EMERGENCY: A BITTER ALTERNATIVE TO 21 DAYS LOCKDOWN
BANKING FINANCE|May 2020
India has taken the extreme measure of enforcing a 21-day lockdown, amidst corona outbreak, making it the first time a nation was shut under the provisions of the Disaster Management Act, 2005.
Abhinav Jain
EMERGENCY: A BITTER ALTERNATIVE TO 21 DAYS LOCKDOWN

Section 6(2)(i) of the Act authorizes the NDMA (National Disaster Management Authority), headed by the prime minister, to take measures for the prevention of disaster, or the mitigation, or preparedness and capacity building for dealing with the threatening disaster situation or disaster as it may consider necessary. The Act also provisions for a national executive authority, which exercises powers to issue guidelines that, will be in effect during the lockdown.

The other alternative could have been imposing emergency,,which could have given a unitary structure to the country, allowing the country to override state directives.

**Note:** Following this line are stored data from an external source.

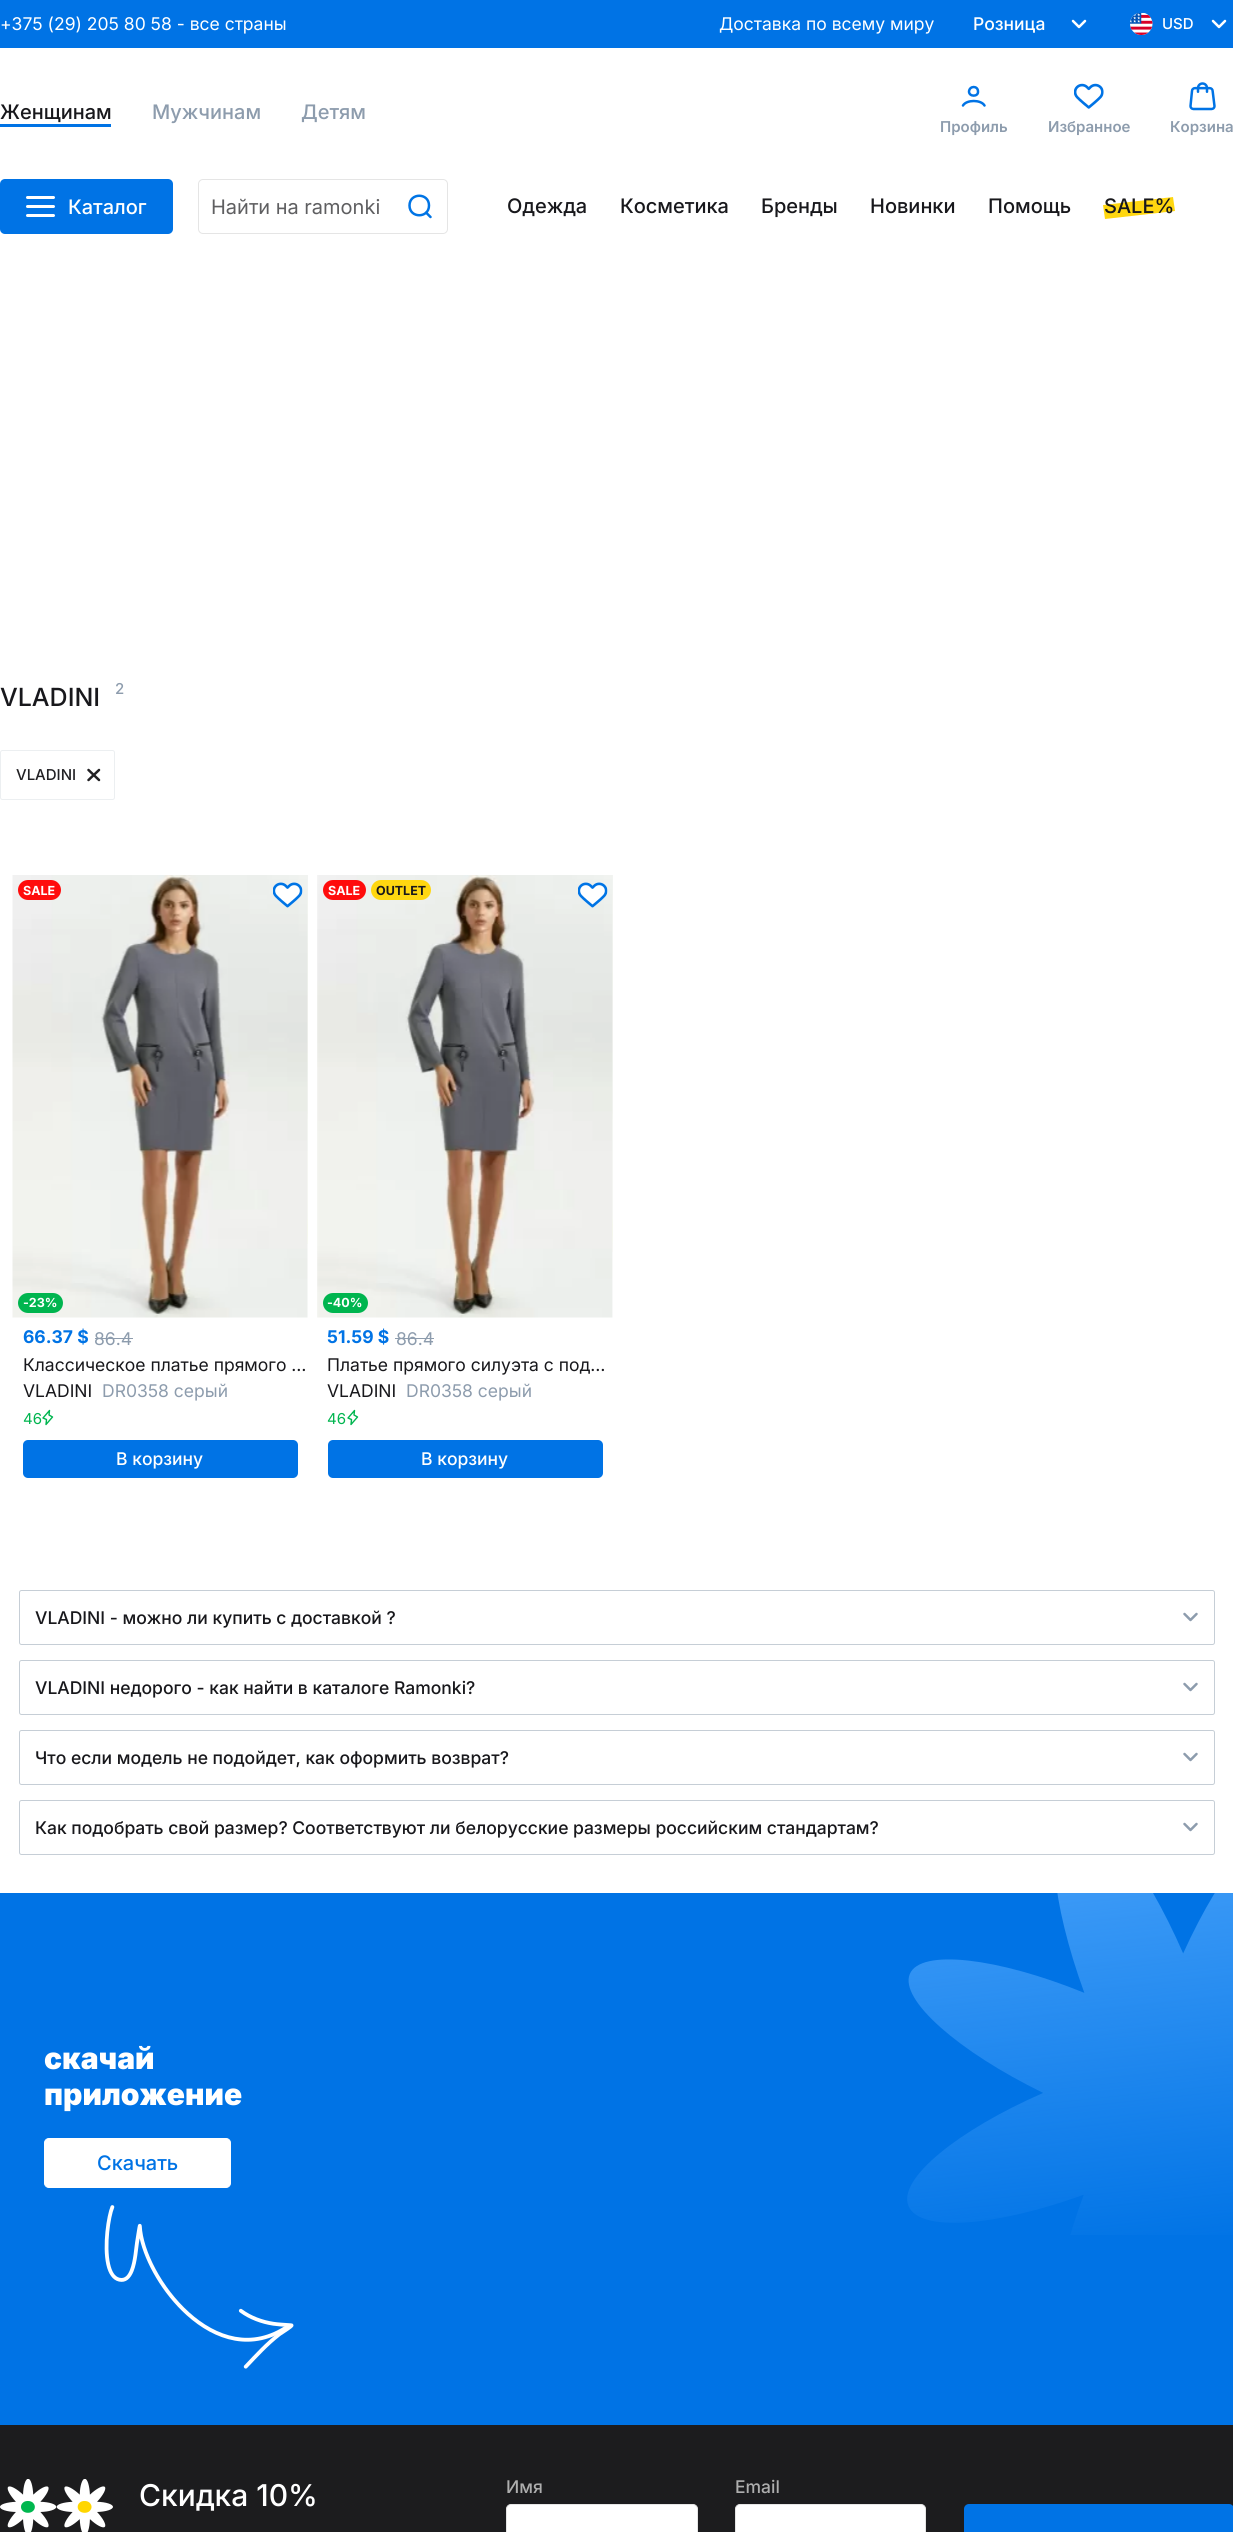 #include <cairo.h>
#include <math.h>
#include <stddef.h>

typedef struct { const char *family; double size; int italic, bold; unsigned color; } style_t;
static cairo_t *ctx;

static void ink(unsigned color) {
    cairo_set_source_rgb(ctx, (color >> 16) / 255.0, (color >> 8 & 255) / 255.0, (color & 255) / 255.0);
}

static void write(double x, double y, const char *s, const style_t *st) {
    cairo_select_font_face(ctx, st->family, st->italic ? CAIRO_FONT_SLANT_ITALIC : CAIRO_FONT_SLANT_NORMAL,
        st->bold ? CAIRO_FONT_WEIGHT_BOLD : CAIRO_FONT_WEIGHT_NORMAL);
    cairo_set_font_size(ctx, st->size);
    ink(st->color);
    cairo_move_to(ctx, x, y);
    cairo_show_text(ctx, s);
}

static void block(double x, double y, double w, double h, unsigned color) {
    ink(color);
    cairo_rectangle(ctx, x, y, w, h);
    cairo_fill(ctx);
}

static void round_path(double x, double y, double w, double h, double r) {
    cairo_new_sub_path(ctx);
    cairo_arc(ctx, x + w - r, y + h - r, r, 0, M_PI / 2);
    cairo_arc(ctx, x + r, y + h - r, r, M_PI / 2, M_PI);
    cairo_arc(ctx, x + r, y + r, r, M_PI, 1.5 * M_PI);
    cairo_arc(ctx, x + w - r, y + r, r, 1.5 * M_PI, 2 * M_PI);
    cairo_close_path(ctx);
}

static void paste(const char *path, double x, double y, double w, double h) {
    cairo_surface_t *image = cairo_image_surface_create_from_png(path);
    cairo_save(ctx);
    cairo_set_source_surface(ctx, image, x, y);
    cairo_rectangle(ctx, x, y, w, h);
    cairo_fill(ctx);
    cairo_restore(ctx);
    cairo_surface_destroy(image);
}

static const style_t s1 = {"Inter", 17.5, 0, 0, 0xffffff};
static const style_t s2 = {"Inter Medium", 17.5, 0, 0, 0xffffff};
static const style_t s3 = {"Inter Medium", 15, 0, 0, 0xffffff};
static const style_t s4 = {"Inter Medium", 20, 0, 0, 0x18181c};
static const style_t s5 = {"Inter Medium", 20, 0, 0, 0x8d9cad};
static const style_t s6 = {"Inter SemiBold", 15, 0, 0, 0x8d9cad};
static const style_t s7 = {"Inter Medium", 20, 0, 0, 0xffffff};
static const style_t s8 = {"Inter", 20, 0, 0, 0x5f5f61};
static const style_t s9 = {"Inter Medium", 25, 0, 0, 0x18181c};
static const style_t s10 = {"Inter Medium", 15, 0, 0, 0x8d9cad};
static const style_t s11 = {"Inter Medium", 15, 0, 0, 0x222124};
static const style_t s12 = {"Inter", 12.5, 0, 1, 0xffffff};
static const style_t s13 = {"Inter", 17.5, 0, 1, 0x0073e5};
static const style_t s14 = {"Inter", 17.5, 0, 0, 0x8d9cad};
static const style_t s15 = {"Inter", 17.5, 0, 0, 0x18181c};
static const style_t s16 = {"Inter", 15, 0, 0, 0x00b54f};
static const style_t s17 = {"Inter", 12.5, 0, 1, 0x18181c};
static const style_t s18 = {"Inter Medium", 17.5, 0, 0, 0x18181c};
static const style_t s19 = {"Inter Black", 30, 0, 0, 0xffffff};
static const style_t s20 = {"Inter Medium", 20, 0, 0, 0x0073e5};
static const style_t s21 = {"Inter Medium", 30, 0, 0, 0xffffff};
static const style_t s22 = {"Inter Medium", 17.5, 0, 0, 0xaeaeae};

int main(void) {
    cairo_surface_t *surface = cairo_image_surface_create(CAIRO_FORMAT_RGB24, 1233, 2532);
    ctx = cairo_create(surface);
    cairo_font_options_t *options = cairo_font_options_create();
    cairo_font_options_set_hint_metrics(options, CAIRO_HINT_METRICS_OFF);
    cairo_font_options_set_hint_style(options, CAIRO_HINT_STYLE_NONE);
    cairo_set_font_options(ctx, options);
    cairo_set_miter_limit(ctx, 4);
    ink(0xffffff);
    cairo_paint(ctx);
    block(0, 0, 1233, 48, 0x0073e5);
    write(0, 30, "+375 (29) 205 80 58 - все страны", &s1);
    write(719, 30, "Доставка по всему миру", &s1);
    write(973, 30, "Розница", &s2);
    cairo_new_path(ctx);
    cairo_move_to(ctx, 1085, 21);
    cairo_line_to(ctx, 1079, 27);
    cairo_line_to(ctx, 1073, 21);
    cairo_set_line_width(ctx, 2.5);
    cairo_set_line_cap(ctx, CAIRO_LINE_CAP_ROUND);
    cairo_set_line_join(ctx, CAIRO_LINE_JOIN_ROUND);
    cairo_stroke(ctx);
    paste("pic1.png", 1130, 13, 23, 22);
    write(1162, 29, "USD", &s3);
    cairo_new_path(ctx);
    cairo_move_to(ctx, 1225, 21);
    cairo_line_to(ctx, 1219, 27);
    cairo_line_to(ctx, 1213, 21);
    cairo_stroke(ctx);
    block(0, 124, 111, 3, 0x0073e5);
    write(0, 119, "Женщинам", &s4);
    write(152, 119, "Мужчинам", &s5);
    write(301, 119, "Детям", &s5);
    cairo_new_path(ctx);
    cairo_move_to(ctx, 963, 105.5);
    cairo_curve_to(ctx, 966.5, 99.5, 981, 99.5, 984.5, 105.5);
    cairo_move_to(ctx, 978, 91.5);
    cairo_curve_to(ctx, 978.5, 97, 969, 97, 969, 91.5);
    cairo_curve_to(ctx, 969.5, 85.5, 978, 85.5, 978, 91.5);
    cairo_close_path(ctx);
    ink(0x0073e5);
    cairo_set_line_join(ctx, CAIRO_LINE_JOIN_MITER);
    cairo_stroke(ctx);
    write(940, 132, "Профиль", &s6);
    paste("pic2.png", 1074, 83, 30, 26);
    write(1048, 132, "Избранное", &s6);
    paste("pic3.png", 1189, 82, 27, 29);
    write(1170, 132, "Корзина", &s6);
    ink(0x0073e5);
    round_path(0, 179, 173, 55, 5);
    cairo_fill(ctx);
    ink(0xffffff);
    round_path(26, 196, 29, 3, 1.5);
    cairo_fill(ctx);
    round_path(26, 205, 29, 3, 1.5);
    cairo_fill(ctx);
    round_path(26, 214, 29, 3, 1.5);
    cairo_fill(ctx);
    write(68, 214, "Каталог", &s7);
    round_path(198.5, 179.5, 249, 54, 4.5);
    ink(0xe5e5e5);
    cairo_set_line_width(ctx, 1);
    cairo_set_line_cap(ctx, CAIRO_LINE_CAP_BUTT);
    cairo_stroke(ctx);
    write(211, 214, "Найти на ramonki", &s8);
    cairo_new_path(ctx);
    cairo_move_to(ctx, 426, 212.5);
    cairo_line_to(ctx, 430.5, 217);
    cairo_move_to(ctx, 429, 205.5);
    cairo_curve_to(ctx, 429, 218.5, 409.5, 218.5, 409.5, 205.5);
    cairo_curve_to(ctx, 409.5, 192.5, 429, 192.5, 429, 205.5);
    cairo_close_path(ctx);
    ink(0x0074e5);
    cairo_set_line_width(ctx, 2.5);
    cairo_set_line_cap(ctx, CAIRO_LINE_CAP_ROUND);
    cairo_stroke(ctx);
    write(507, 213, "Одежда", &s4);
    write(620, 213, "Косметика", &s4);
    write(761, 213, "Бренды", &s4);
    write(870, 213, "Новинки", &s4);
    write(988, 213, "Помощь", &s4);
    ink(0xffd710);
    cairo_new_path(ctx);
    cairo_move_to(ctx, 1103, 205);
    cairo_line_to(ctx, 1173, 197);
    cairo_line_to(ctx, 1175, 211);
    cairo_line_to(ctx, 1105, 219);
    cairo_close_path(ctx);
    cairo_fill(ctx);
    write(1104, 213, "SALE%", &s4);
    write(0, 706, "VLADINI", &s9);
    write(115, 694, "2", &s10);
    round_path(0.5, 750.5, 114, 49, 2);
    ink(0xeceff1);
    cairo_set_line_width(ctx, 1);
    cairo_set_line_cap(ctx, CAIRO_LINE_CAP_BUTT);
    cairo_stroke(ctx);
    write(16, 780, "VLADINI", &s11);
    cairo_new_path(ctx);
    cairo_move_to(ctx, 99, 770);
    cairo_line_to(ctx, 88.5, 780);
    cairo_move_to(ctx, 99, 780);
    cairo_line_to(ctx, 88.5, 770);
    cairo_set_line_width(ctx, 2.5);
    cairo_set_line_cap(ctx, CAIRO_LINE_CAP_ROUND);
    cairo_stroke(ctx);
    paste("pic4.png", 12, 875, 296, 443);
    paste("pic5.png", 307, 875, 1, 369);
    ink(0xff0c0c);
    round_path(18, 880, 43, 20, 10);
    cairo_fill(ctx);
    write(23, 895, "SALE", &s12);
    ink(0x00b54f);
    round_path(18, 1293, 45, 20, 10);
    cairo_fill(ctx);
    write(23, 1307, "-23%", &s12);
    paste("pic6.png", 273, 882, 30, 26);
    write(23, 1343, "66.37 $", &s13);
    write(94, 1345, "86.4", &s14);
    block(95, 1338, 38, 1, 0x8d9cad);
    write(23, 1371, "Классическое платье прямого …", &s15);
    write(23, 1397, "VLADINI", &s15);
    write(102, 1397, "DR0358 серый", &s14);
    write(23, 1424, "46", &s16);
    cairo_new_path(ctx);
    cairo_move_to(ctx, 46.5, 1419.5);
    cairo_line_to(ctx, 46, 1424.5);
    cairo_line_to(ctx, 52.5, 1417);
    cairo_line_to(ctx, 49, 1415);
    cairo_line_to(ctx, 49.5, 1410.5);
    cairo_line_to(ctx, 43, 1418);
    cairo_close_path(ctx);
    cairo_set_line_width(ctx, 1.4);
    cairo_set_line_join(ctx, CAIRO_LINE_JOIN_ROUND);
    cairo_stroke(ctx);
    ink(0x0073e5);
    round_path(23, 1440, 275, 38, 5);
    cairo_fill(ctx);
    write(116, 1465, "В корзину", &s2);
    paste("pic7.png", 317, 875, 296, 443);
    paste("pic8.png", 612, 875, 1, 377);
    ink(0xff0c0c);
    round_path(323, 880, 43, 20, 10);
    cairo_fill(ctx);
    write(328, 895, "SALE", &s12);
    ink(0xffd710);
    round_path(371, 880, 60, 20, 10);
    cairo_fill(ctx);
    write(376, 895, "OUTLET", &s17);
    ink(0x00b54f);
    round_path(323, 1293, 45, 20, 10);
    cairo_fill(ctx);
    write(327, 1307, "-40%", &s12);
    paste("pic9.png", 578, 882, 30, 26);
    write(327, 1343, "51.59 $", &s13);
    write(396, 1345, "86.4", &s14);
    block(395, 1338, 39, 1, 0x8d9cad);
    write(327, 1371, "Платье прямого силуэта с под…", &s15);
    write(327, 1397, "VLADINI", &s15);
    write(406, 1397, "DR0358 серый", &s14);
    write(327, 1424, "46", &s16);
    cairo_new_path(ctx);
    cairo_move_to(ctx, 351.5, 1419.5);
    cairo_line_to(ctx, 351, 1424.5);
    cairo_line_to(ctx, 357.5, 1417);
    cairo_line_to(ctx, 354, 1415);
    cairo_line_to(ctx, 354.5, 1410.5);
    cairo_line_to(ctx, 348, 1418);
    cairo_close_path(ctx);
    cairo_stroke(ctx);
    ink(0x0073e5);
    round_path(328, 1440, 275, 38, 5);
    cairo_fill(ctx);
    write(421, 1465, "В корзину", &s2);
    round_path(19.5, 1590.5, 1195, 54, 2);
    ink(0xc6ced6);
    cairo_set_line_width(ctx, 1);
    cairo_set_line_cap(ctx, CAIRO_LINE_CAP_BUTT);
    cairo_set_line_join(ctx, CAIRO_LINE_JOIN_MITER);
    cairo_stroke(ctx);
    write(35, 1624, "VLADINI - можно ли купить c доставкой ?", &s18);
    cairo_new_path(ctx);
    cairo_move_to(ctx, 1196.5, 1614);
    cairo_line_to(ctx, 1190.5, 1620);
    cairo_line_to(ctx, 1184.5, 1614);
    ink(0x8d9cad);
    cairo_set_line_width(ctx, 2.5);
    cairo_set_line_cap(ctx, CAIRO_LINE_CAP_ROUND);
    cairo_set_line_join(ctx, CAIRO_LINE_JOIN_ROUND);
    cairo_stroke(ctx);
    round_path(19.5, 1660.5, 1195, 54, 2);
    ink(0xc6ced6);
    cairo_set_line_width(ctx, 1);
    cairo_set_line_cap(ctx, CAIRO_LINE_CAP_BUTT);
    cairo_set_line_join(ctx, CAIRO_LINE_JOIN_MITER);
    cairo_stroke(ctx);
    write(35, 1694, "VLADINI недорого - как найти в каталоге Ramonki?", &s18);
    cairo_new_path(ctx);
    cairo_move_to(ctx, 1196.5, 1684);
    cairo_line_to(ctx, 1190.5, 1690);
    cairo_line_to(ctx, 1184.5, 1684);
    ink(0x8d9cad);
    cairo_set_line_width(ctx, 2.5);
    cairo_set_line_cap(ctx, CAIRO_LINE_CAP_ROUND);
    cairo_set_line_join(ctx, CAIRO_LINE_JOIN_ROUND);
    cairo_stroke(ctx);
    round_path(19.5, 1730.5, 1195, 54, 2);
    ink(0xc6ced6);
    cairo_set_line_width(ctx, 1);
    cairo_set_line_cap(ctx, CAIRO_LINE_CAP_BUTT);
    cairo_set_line_join(ctx, CAIRO_LINE_JOIN_MITER);
    cairo_stroke(ctx);
    write(35, 1764, "Что если модель не подойдет, как оформить возврат?", &s18);
    cairo_new_path(ctx);
    cairo_move_to(ctx, 1196.5, 1754);
    cairo_line_to(ctx, 1190.5, 1760);
    cairo_line_to(ctx, 1184.5, 1754);
    ink(0x8d9cad);
    cairo_set_line_width(ctx, 2.5);
    cairo_set_line_cap(ctx, CAIRO_LINE_CAP_ROUND);
    cairo_set_line_join(ctx, CAIRO_LINE_JOIN_ROUND);
    cairo_stroke(ctx);
    round_path(19.5, 1800.5, 1195, 54, 2);
    ink(0xc6ced6);
    cairo_set_line_width(ctx, 1);
    cairo_set_line_cap(ctx, CAIRO_LINE_CAP_BUTT);
    cairo_set_line_join(ctx, CAIRO_LINE_JOIN_MITER);
    cairo_stroke(ctx);
    write(35, 1834, "Как подобрать свой размер? Соответствуют ли белорусские размеры российским стандартам?", &s18);
    cairo_new_path(ctx);
    cairo_move_to(ctx, 1196.5, 1824);
    cairo_line_to(ctx, 1190.5, 1830);
    cairo_line_to(ctx, 1184.5, 1824);
    ink(0x8d9cad);
    cairo_set_line_width(ctx, 2.5);
    cairo_set_line_cap(ctx, CAIRO_LINE_CAP_ROUND);
    cairo_set_line_join(ctx, CAIRO_LINE_JOIN_ROUND);
    cairo_stroke(ctx);
    block(0, 1893, 1233, 532, 0x0073e5);
    paste("pic10.png", 907, 1893, 326, 342);
    write(44, 2069, "cкачай", &s19);
    write(44, 2105, "приложение", &s19);
    round_path(44.5, 2138.5, 186, 49, 4.5);
    cairo_fill_preserve(ctx);
    cairo_set_line_width(ctx, 1);
    cairo_set_line_cap(ctx, CAIRO_LINE_CAP_BUTT);
    cairo_set_line_join(ctx, CAIRO_LINE_JOIN_MITER);
    cairo_stroke(ctx);
    write(97, 2170, "Скачать", &s20);
    paste("pic11.png", 104, 2205, 190, 164);
    block(0, 2425, 1233, 107, 0x1c1c1e);
    paste("pic12.png", 0, 2479, 113, 53);
    write(139, 2506, "Скидка 10%", &s21);
    write(506, 2493, "Имя", &s22);
    ink(0xffffff);
    round_path(506.5, 2504.5, 191, 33, 4.5);
    cairo_fill_preserve(ctx);
    ink(0xe5e5e5);
    cairo_stroke(ctx);
    write(735, 2493, "Email", &s22);
    ink(0xffffff);
    round_path(735.5, 2504.5, 190, 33, 4.5);
    cairo_fill_preserve(ctx);
    ink(0xe5e5e5);
    cairo_stroke(ctx);
    ink(0x0073e5);
    round_path(964, 2504, 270, 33, 5);
    cairo_fill(ctx);
    cairo_surface_write_to_png(surface, "screenshot.png");
    cairo_font_options_destroy(options);
    cairo_destroy(ctx);
    cairo_surface_destroy(surface);
    return 0;
}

A state of emergency in India refers to a period of governance under an altered constitutional setup that can be proclaimed by the President of India, when they perceive grave threats to the nation from internal and external sources or from financial situations of crisis. Under the advice of the cabinet of ministers and using the Constitution of India, the President can overrule many provisions of the constitution, which guarantee fundamental rights to the citizens of India and acts governing devolution of powers to the states which form the federation. In the history of independent India, a state of emergency has been declared thrice.

The first instance was between 26 October 1962 to 10 January 1968 during the India-China war, when the security of India was declared as being threatened by external aggression. The second instance was between 3 December 1971 to 21 March 1977, which was originally proclaimed during the Indo-Pakistan war.